§ Task to carry out: Word for word, restate every record.
-- Records shown follows --
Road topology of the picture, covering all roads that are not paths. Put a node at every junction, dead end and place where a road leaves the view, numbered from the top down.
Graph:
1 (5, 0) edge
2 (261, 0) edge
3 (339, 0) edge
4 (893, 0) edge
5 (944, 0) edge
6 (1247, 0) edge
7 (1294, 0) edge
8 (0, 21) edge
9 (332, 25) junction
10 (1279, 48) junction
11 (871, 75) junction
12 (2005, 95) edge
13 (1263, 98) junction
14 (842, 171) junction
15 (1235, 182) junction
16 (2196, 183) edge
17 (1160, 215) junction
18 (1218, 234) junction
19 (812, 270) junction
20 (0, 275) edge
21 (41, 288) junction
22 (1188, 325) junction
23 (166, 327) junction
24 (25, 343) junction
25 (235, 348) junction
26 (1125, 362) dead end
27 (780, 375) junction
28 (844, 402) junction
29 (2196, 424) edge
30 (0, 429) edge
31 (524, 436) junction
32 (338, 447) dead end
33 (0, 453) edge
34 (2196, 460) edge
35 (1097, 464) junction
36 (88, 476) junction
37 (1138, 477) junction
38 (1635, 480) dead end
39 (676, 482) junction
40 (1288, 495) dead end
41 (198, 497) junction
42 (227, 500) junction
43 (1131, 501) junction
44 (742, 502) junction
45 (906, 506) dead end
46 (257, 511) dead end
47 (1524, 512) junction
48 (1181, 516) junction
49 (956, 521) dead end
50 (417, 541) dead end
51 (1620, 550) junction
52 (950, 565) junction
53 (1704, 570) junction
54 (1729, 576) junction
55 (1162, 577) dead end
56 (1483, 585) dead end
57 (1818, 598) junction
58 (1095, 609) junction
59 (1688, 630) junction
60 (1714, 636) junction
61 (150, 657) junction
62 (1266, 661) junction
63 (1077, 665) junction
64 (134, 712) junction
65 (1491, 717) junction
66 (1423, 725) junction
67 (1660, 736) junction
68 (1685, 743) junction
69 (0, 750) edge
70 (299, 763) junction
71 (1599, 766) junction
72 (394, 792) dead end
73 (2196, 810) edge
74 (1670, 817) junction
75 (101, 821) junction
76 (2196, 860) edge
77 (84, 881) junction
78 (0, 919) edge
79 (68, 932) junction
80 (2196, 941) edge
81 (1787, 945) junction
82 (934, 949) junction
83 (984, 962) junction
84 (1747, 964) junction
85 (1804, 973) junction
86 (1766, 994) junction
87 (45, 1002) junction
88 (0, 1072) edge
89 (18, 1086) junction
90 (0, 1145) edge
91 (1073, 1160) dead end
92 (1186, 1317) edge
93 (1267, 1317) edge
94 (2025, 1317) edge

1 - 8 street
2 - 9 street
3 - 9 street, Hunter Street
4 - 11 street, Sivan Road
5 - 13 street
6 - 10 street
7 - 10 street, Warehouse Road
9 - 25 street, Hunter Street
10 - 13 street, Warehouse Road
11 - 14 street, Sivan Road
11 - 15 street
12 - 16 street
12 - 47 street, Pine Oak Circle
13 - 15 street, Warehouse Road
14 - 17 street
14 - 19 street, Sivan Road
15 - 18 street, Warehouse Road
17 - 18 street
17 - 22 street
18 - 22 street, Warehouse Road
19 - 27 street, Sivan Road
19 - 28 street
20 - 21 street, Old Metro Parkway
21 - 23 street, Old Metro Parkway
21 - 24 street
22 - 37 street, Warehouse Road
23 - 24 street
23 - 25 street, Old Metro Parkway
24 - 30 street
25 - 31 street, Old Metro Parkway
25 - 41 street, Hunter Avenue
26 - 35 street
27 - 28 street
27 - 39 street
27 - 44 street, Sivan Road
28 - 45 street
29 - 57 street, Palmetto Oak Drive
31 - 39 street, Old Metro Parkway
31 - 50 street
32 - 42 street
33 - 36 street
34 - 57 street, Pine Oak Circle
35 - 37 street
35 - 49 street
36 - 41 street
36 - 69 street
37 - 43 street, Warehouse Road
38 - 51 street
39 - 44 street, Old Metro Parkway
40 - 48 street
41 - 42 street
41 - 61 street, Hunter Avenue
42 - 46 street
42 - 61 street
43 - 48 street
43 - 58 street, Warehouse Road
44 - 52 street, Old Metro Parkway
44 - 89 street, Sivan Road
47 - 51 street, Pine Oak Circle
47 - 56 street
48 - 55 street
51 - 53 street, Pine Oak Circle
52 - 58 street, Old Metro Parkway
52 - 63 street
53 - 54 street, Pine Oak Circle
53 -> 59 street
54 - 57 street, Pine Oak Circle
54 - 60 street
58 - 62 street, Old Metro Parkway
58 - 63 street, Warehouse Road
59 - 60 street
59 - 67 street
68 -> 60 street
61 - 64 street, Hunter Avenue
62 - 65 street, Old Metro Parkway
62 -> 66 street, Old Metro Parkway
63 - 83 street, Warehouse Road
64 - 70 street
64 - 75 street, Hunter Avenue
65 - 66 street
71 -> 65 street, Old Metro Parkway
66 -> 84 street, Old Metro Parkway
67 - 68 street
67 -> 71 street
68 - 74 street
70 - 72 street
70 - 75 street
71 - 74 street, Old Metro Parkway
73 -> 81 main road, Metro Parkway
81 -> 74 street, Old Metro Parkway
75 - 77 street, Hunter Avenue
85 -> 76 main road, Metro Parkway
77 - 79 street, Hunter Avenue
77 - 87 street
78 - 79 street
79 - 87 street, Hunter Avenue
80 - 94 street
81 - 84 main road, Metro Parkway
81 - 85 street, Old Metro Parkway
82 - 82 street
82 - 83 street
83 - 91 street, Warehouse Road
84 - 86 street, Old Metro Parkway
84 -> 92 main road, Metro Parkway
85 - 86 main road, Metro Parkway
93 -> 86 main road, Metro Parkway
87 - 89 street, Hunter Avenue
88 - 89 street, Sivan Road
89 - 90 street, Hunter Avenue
-- Records shown concluded --
§ Solution:
Road topology of the picture, covering all roads that are not paths. Put a node at every junction, dead end and place where a road leaves the view, numbered from the top down.
Graph:
1 (5, 0) edge
2 (261, 0) edge
3 (339, 0) edge
4 (893, 0) edge
5 (944, 0) edge
6 (1247, 0) edge
7 (1294, 0) edge
8 (0, 21) edge
9 (332, 25) junction
10 (1279, 48) junction
11 (871, 75) junction
12 (2005, 95) edge
13 (1263, 98) junction
14 (842, 171) junction
15 (1235, 182) junction
16 (2196, 183) edge
17 (1160, 215) junction
18 (1218, 234) junction
19 (812, 270) junction
20 (0, 275) edge
21 (41, 288) junction
22 (1188, 325) junction
23 (166, 327) junction
24 (25, 343) junction
25 (235, 348) junction
26 (1125, 362) dead end
27 (780, 375) junction
28 (844, 402) junction
29 (2196, 424) edge
30 (0, 429) edge
31 (524, 436) junction
32 (338, 447) dead end
33 (0, 453) edge
34 (2196, 460) edge
35 (1097, 464) junction
36 (88, 476) junction
37 (1138, 477) junction
38 (1635, 480) dead end
39 (676, 482) junction
40 (1288, 495) dead end
41 (198, 497) junction
42 (227, 500) junction
43 (1131, 501) junction
44 (742, 502) junction
45 (906, 506) dead end
46 (257, 511) dead end
47 (1524, 512) junction
48 (1181, 516) junction
49 (956, 521) dead end
50 (417, 541) dead end
51 (1620, 550) junction
52 (950, 565) junction
53 (1704, 570) junction
54 (1729, 576) junction
55 (1162, 577) dead end
56 (1483, 585) dead end
57 (1818, 598) junction
58 (1095, 609) junction
59 (1688, 630) junction
60 (1714, 636) junction
61 (150, 657) junction
62 (1266, 661) junction
63 (1077, 665) junction
64 (134, 712) junction
65 (1491, 717) junction
66 (1423, 725) junction
67 (1660, 736) junction
68 (1685, 743) junction
69 (0, 750) edge
70 (299, 763) junction
71 (1599, 766) junction
72 (394, 792) dead end
73 (2196, 810) edge
74 (1670, 817) junction
75 (101, 821) junction
76 (2196, 860) edge
77 (84, 881) junction
78 (0, 919) edge
79 (68, 932) junction
80 (2196, 941) edge
81 (1787, 945) junction
82 (934, 949) junction
83 (984, 962) junction
84 (1747, 964) junction
85 (1804, 973) junction
86 (1766, 994) junction
87 (45, 1002) junction
88 (0, 1072) edge
89 (18, 1086) junction
90 (0, 1145) edge
91 (1073, 1160) dead end
92 (1186, 1317) edge
93 (1267, 1317) edge
94 (2025, 1317) edge

1 - 8 street
2 - 9 street
3 - 9 street, Hunter Street
4 - 11 street, Sivan Road
5 - 13 street
6 - 10 street
7 - 10 street, Warehouse Road
9 - 25 street, Hunter Street
10 - 13 street, Warehouse Road
11 - 14 street, Sivan Road
11 - 15 street
12 - 16 street
12 - 47 street, Pine Oak Circle
13 - 15 street, Warehouse Road
14 - 17 street
14 - 19 street, Sivan Road
15 - 18 street, Warehouse Road
17 - 18 street
17 - 22 street
18 - 22 street, Warehouse Road
19 - 27 street, Sivan Road
19 - 28 street
20 - 21 street, Old Metro Parkway
21 - 23 street, Old Metro Parkway
21 - 24 street
22 - 37 street, Warehouse Road
23 - 24 street
23 - 25 street, Old Metro Parkway
24 - 30 street
25 - 31 street, Old Metro Parkway
25 - 41 street, Hunter Avenue
26 - 35 street
27 - 28 street
27 - 39 street
27 - 44 street, Sivan Road
28 - 45 street
29 - 57 street, Palmetto Oak Drive
31 - 39 street, Old Metro Parkway
31 - 50 street
32 - 42 street
33 - 36 street
34 - 57 street, Pine Oak Circle
35 - 37 street
35 - 49 street
36 - 41 street
36 - 69 street
37 - 43 street, Warehouse Road
38 - 51 street
39 - 44 street, Old Metro Parkway
40 - 48 street
41 - 42 street
41 - 61 street, Hunter Avenue
42 - 46 street
42 - 61 street
43 - 48 street
43 - 58 street, Warehouse Road
44 - 52 street, Old Metro Parkway
44 - 89 street, Sivan Road
47 - 51 street, Pine Oak Circle
47 - 56 street
48 - 55 street
51 - 53 street, Pine Oak Circle
52 - 58 street, Old Metro Parkway
52 - 63 street
53 - 54 street, Pine Oak Circle
53 -> 59 street
54 - 57 street, Pine Oak Circle
54 - 60 street
58 - 62 street, Old Metro Parkway
58 - 63 street, Warehouse Road
59 - 60 street
59 - 67 street
68 -> 60 street
61 - 64 street, Hunter Avenue
62 - 65 street, Old Metro Parkway
62 -> 66 street, Old Metro Parkway
63 - 83 street, Warehouse Road
64 - 70 street
64 - 75 street, Hunter Avenue
65 - 66 street
71 -> 65 street, Old Metro Parkway
66 -> 84 street, Old Metro Parkway
67 - 68 street
67 -> 71 street
68 - 74 street
70 - 72 street
70 - 75 street
71 - 74 street, Old Metro Parkway
73 -> 81 main road, Metro Parkway
81 -> 74 street, Old Metro Parkway
75 - 77 street, Hunter Avenue
85 -> 76 main road, Metro Parkway
77 - 79 street, Hunter Avenue
77 - 87 street
78 - 79 street
79 - 87 street, Hunter Avenue
80 - 94 street
81 - 84 main road, Metro Parkway
81 - 85 street, Old Metro Parkway
82 - 82 street
82 - 83 street
83 - 91 street, Warehouse Road
84 - 86 street, Old Metro Parkway
84 -> 92 main road, Metro Parkway
85 - 86 main road, Metro Parkway
93 -> 86 main road, Metro Parkway
87 - 89 street, Hunter Avenue
88 - 89 street, Sivan Road
89 - 90 street, Hunter Avenue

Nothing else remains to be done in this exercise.